Thanks @josephyang for going into the subtleties of reanalysis data. Just to make sure I understand this completely, when you say the following:
On the other hand, to consider airport data as ‘real’ and reanalysis data as ‘simulated’ or ‘approximate’ is a bit of a mischaracterization I think. One way to think of it is to consider the room temperature as reported by your thermostat vs. another that takes in the thermostat reported temperature, plus a thermal imaging of the room, the location of the thermostat in the room in relation to the window, and the laws of thermodynamics etc. There is much more math involved in the latter processing but it doesn’t make it anymore unreal. NREL also recommends using gridded data over point-source data, probably because deriving radiation parameters from airport-reported sky coverage is really quite problematic (as I discussed here).

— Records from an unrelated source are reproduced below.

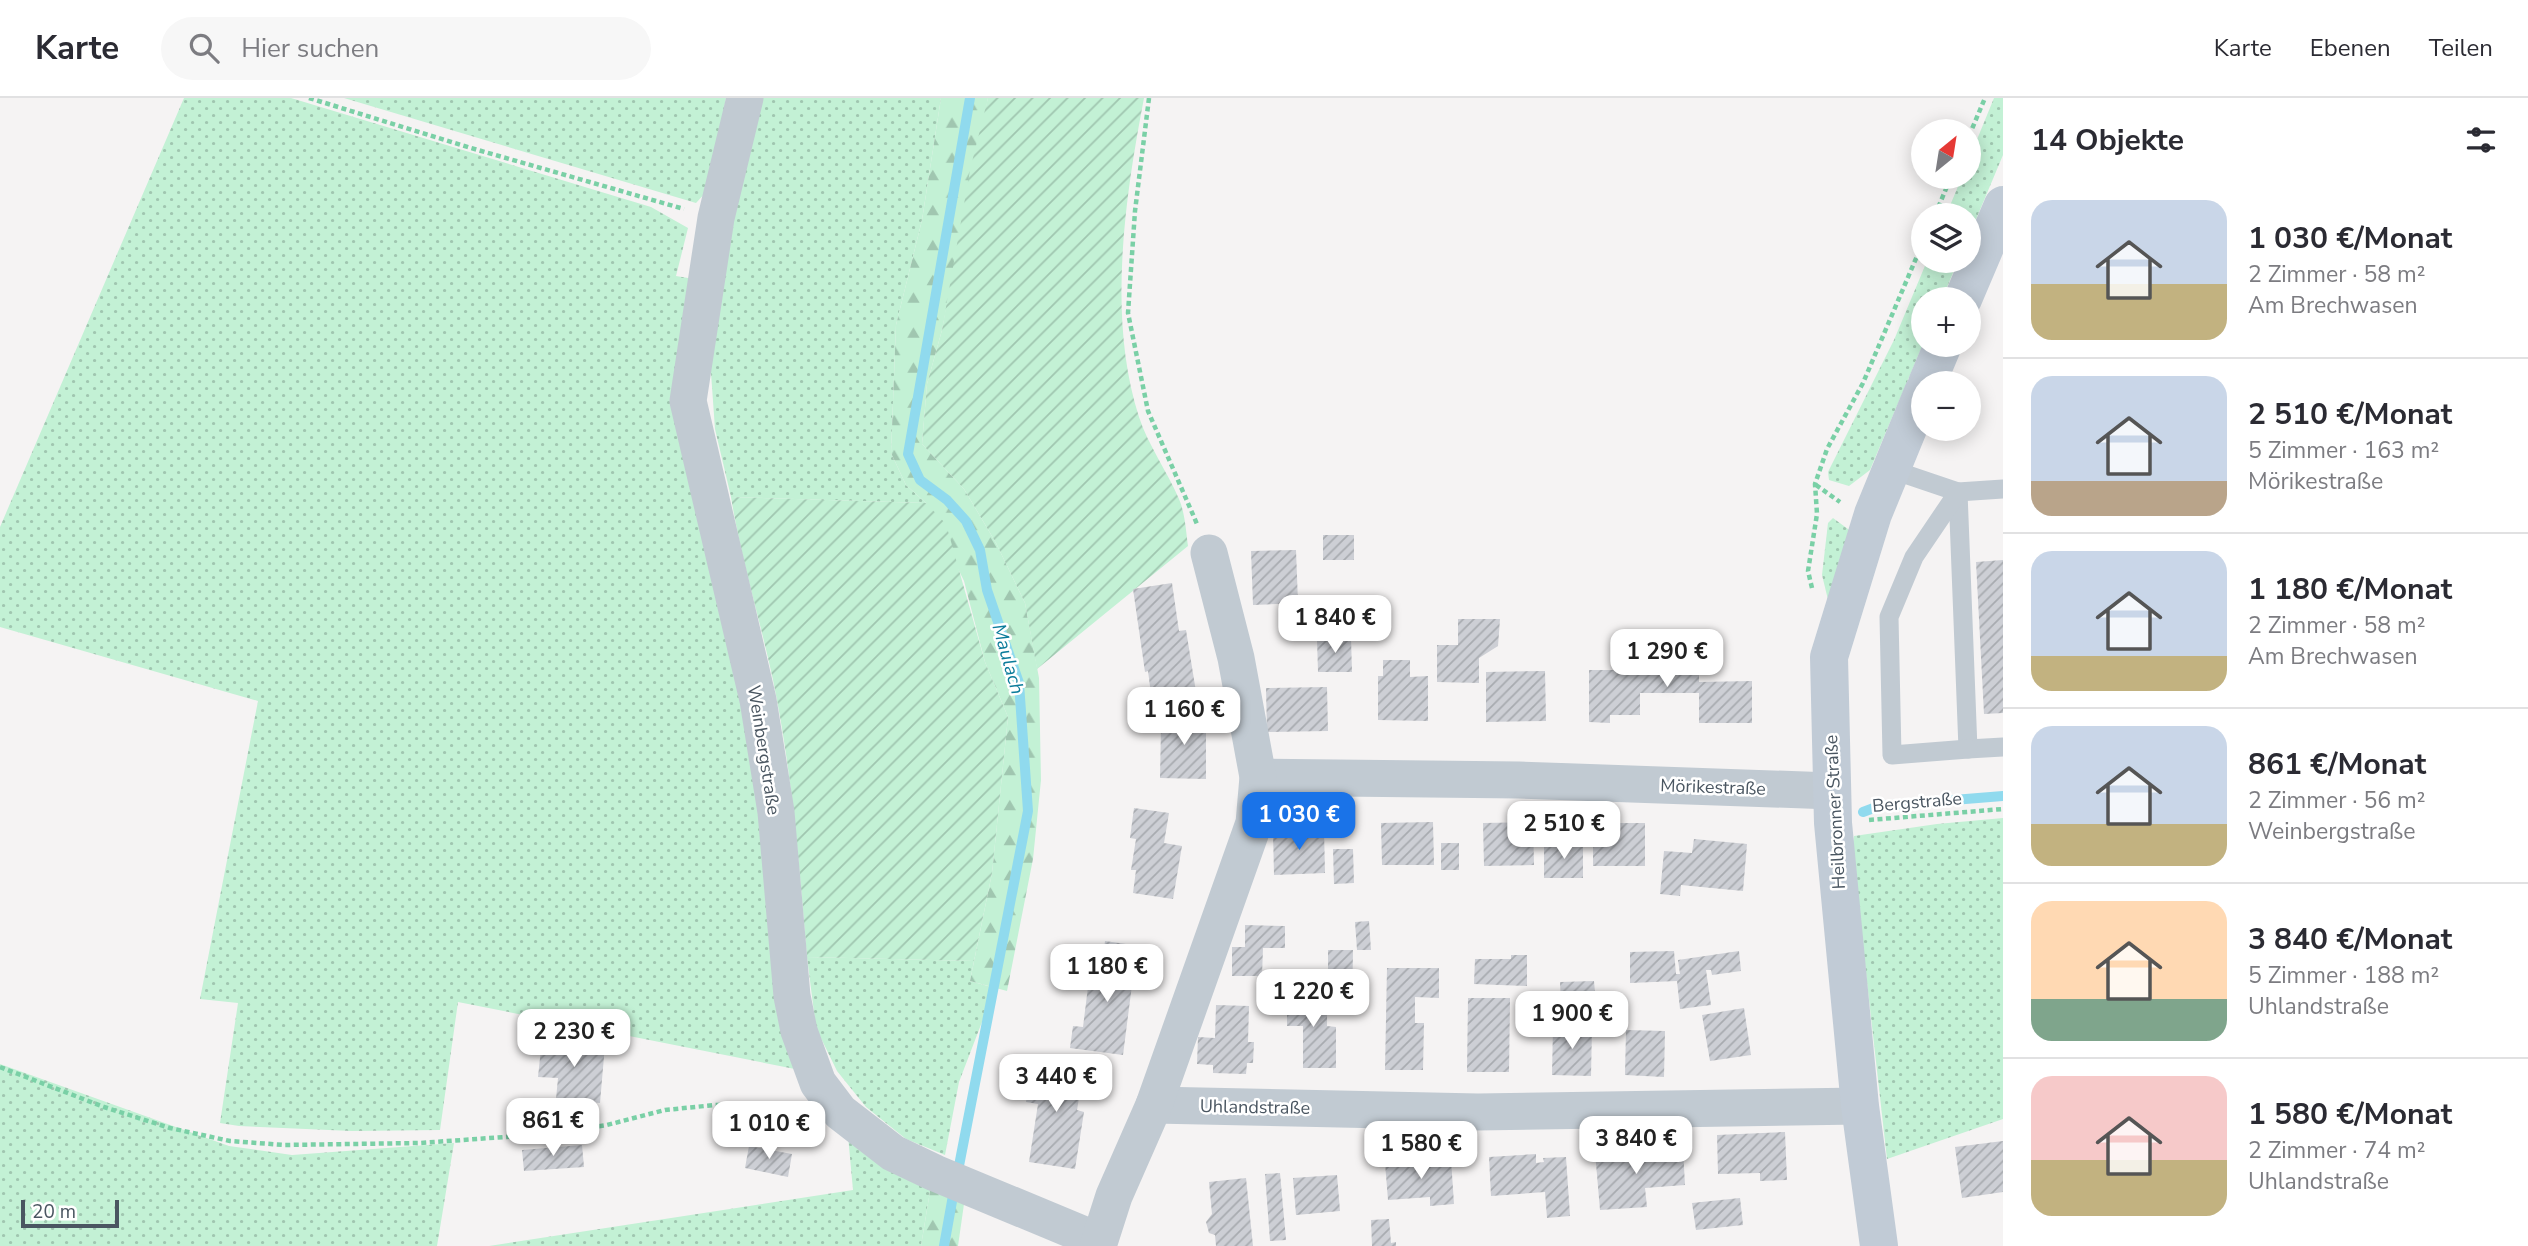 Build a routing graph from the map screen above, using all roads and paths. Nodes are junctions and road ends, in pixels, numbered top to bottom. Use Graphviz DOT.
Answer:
graph roads {
  1 [pos="309,98"];
  2 [pos="745,98"];
  3 [pos="1149,98"];
  4 [pos="1985,98"];
  5 [pos="1976,119"];
  6 [pos="2003,205"];
  7 [pos="716,218"];
  8 [pos="1911,270"];
  9 [pos="1968,287"];
  10 [pos="1911,420"];
  11 [pos="1890,469"];
  12 [pos="2003,489"];
  13 [pos="1958,492"];
  14 [pos="1209,554"];
  15 [pos="1814,596"];
  16 [pos="2003,747"];
  17 [pos="1968,749"];
  18 [pos="1258,778"];
  19 [pos="1832,807"];
  20 [pos="2003,808"];
  21 [pos="0,1067"];
  22 [pos="1154,1105"];
  23 [pos="1860,1106"];
  24 [pos="840,1112"];
  25 [pos="1098,1244"];
  26 [pos="1879,1246"];
  1 -- 7 [label="path"];
  2 -- 7 [label="street, Weinbergstraße"];
  3 -- 14 [label="path"];
  4 -- 5 [label="path"];
  6 -- 9 [label="main road"];
  7 -- 24 [label="street, Weinbergstraße"];
  8 -- 15 [label="path"];
  10 -- 11 [label="main road, Heilbronner Straße"];
  11 -- 13 [label="lane"];
  11 -- 19 [label="main road, Heilbronner Straße"];
  12 -- 13 [label="lane"];
  13 -- 17 [label="lane"];
  13 -- 17 [label="lane"];
  14 -- 18 [label="street"];
  16 -- 17 [label="lane"];
  18 -- 19 [label="street, Mörikestraße"];
  18 -- 22 [label="street"];
  19 -- 20 [label="path, Bergstraße"];
  19 -- 23 [label="main road, Heilbronner Straße"];
  21 -- 24 [label="path"];
  22 -- 23 [label="street, Uhlandstraße"];
  22 -- 25 [label="street"];
  23 -- 26 [label="main road, Heilbronner Straße"];
  24 -- 25 [label="street, Weinbergstraße"];
} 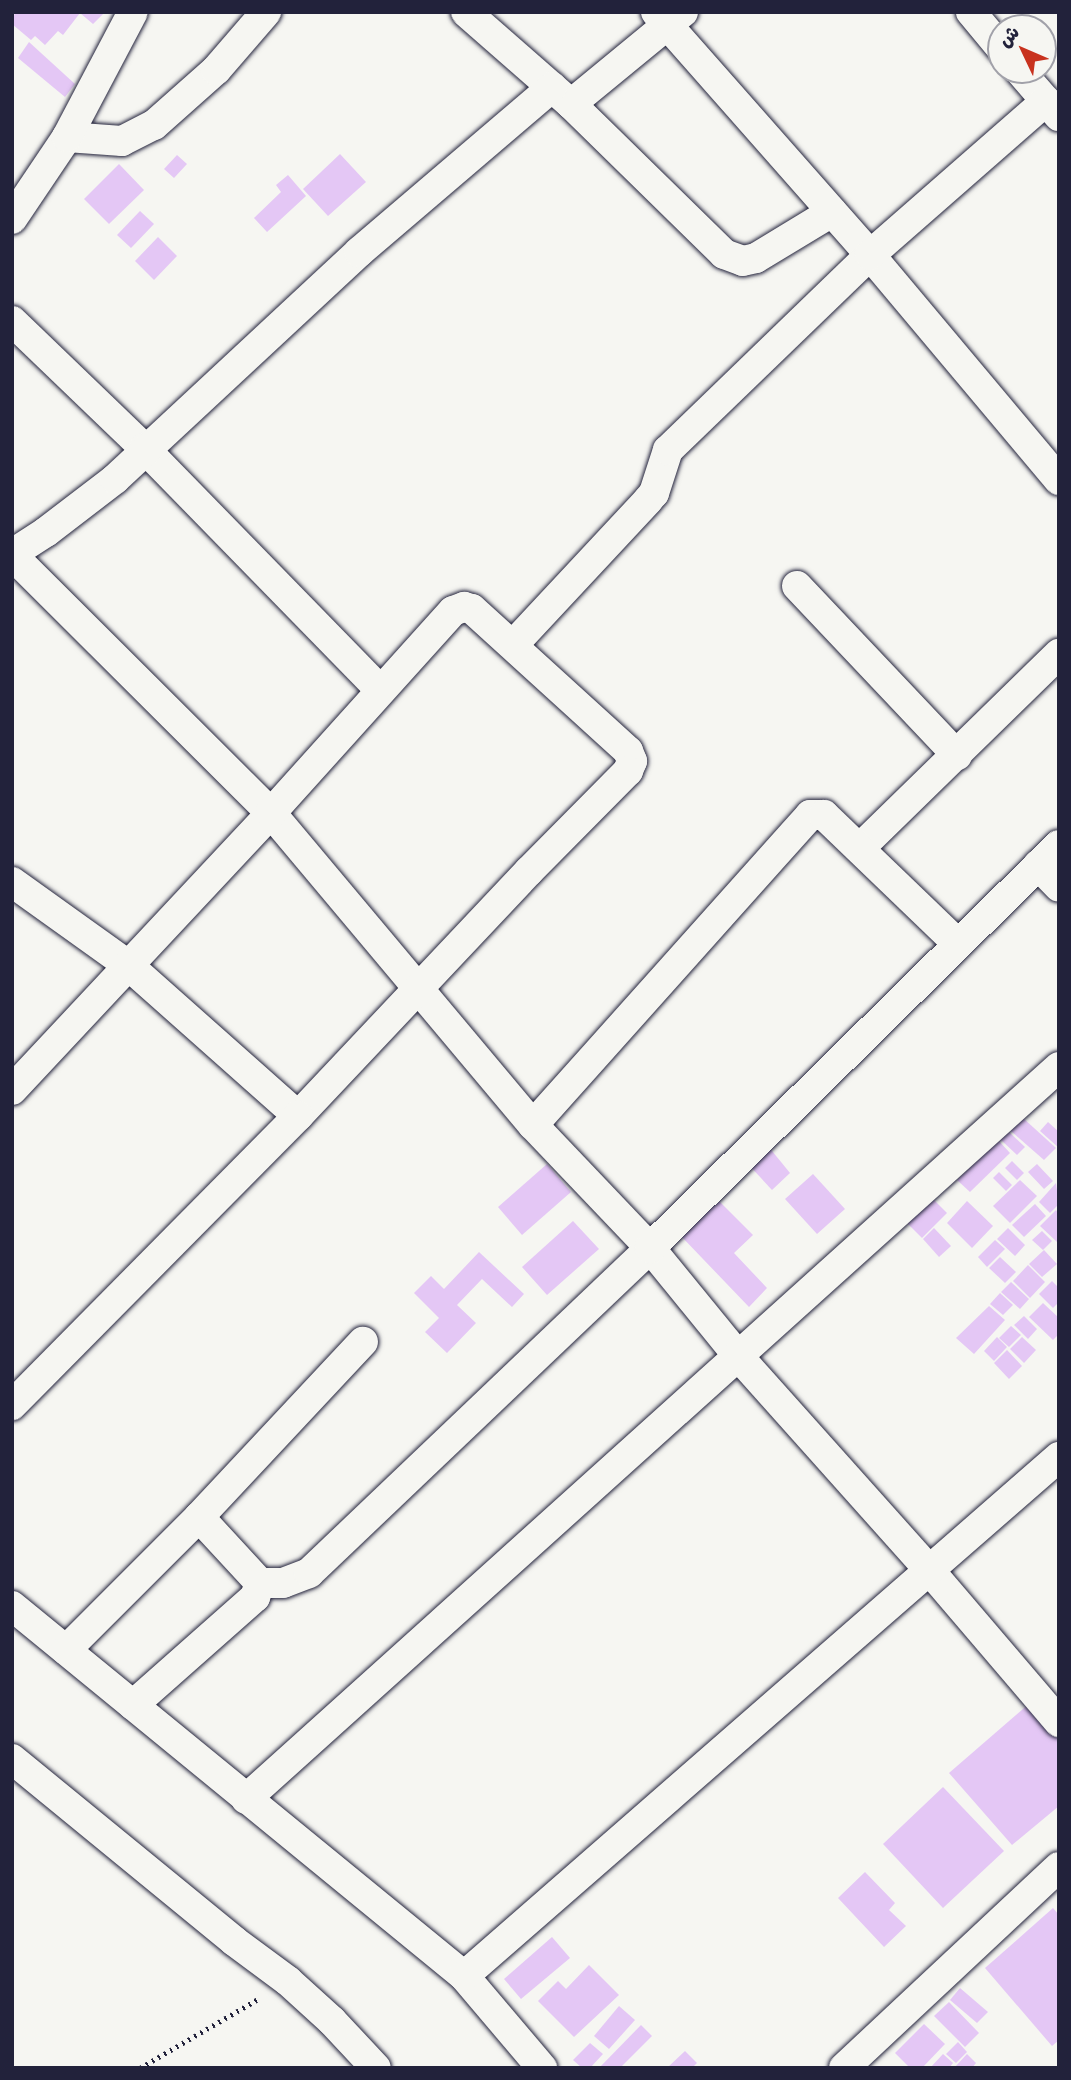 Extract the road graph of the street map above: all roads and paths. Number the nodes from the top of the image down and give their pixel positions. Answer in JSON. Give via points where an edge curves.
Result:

Is it also a mischaracterization to think of the bilinearly interpolated data between the gridded data as an ‘approximation’? I’m thinking that the bilinear interpolation process between grid points, in a literal sense, is just the approximation of intermediate values based on some arbitrary function, and can give different results if it’s linear or some wacky high order polynomial:
We can see the bilinear analog here, with more smoothing for higher order polynomials:
That’s what I’m thinking of as the approximated value, since it’s essentially a line of best fit - not actual data. And unlike the real data source (i.e airports) the uncertainty associated with this dataset is not just from the measurement, but also uncertainty related to which function is chosen and how well it represents weather at that given location.
On the other hand, I can see how my reasoning can be wrong if there is in fact actual, continuous data available (i.e your thermal image example) that is used to fill in these gaps, and thus it’s not a naive or crude interpolation as I think it is.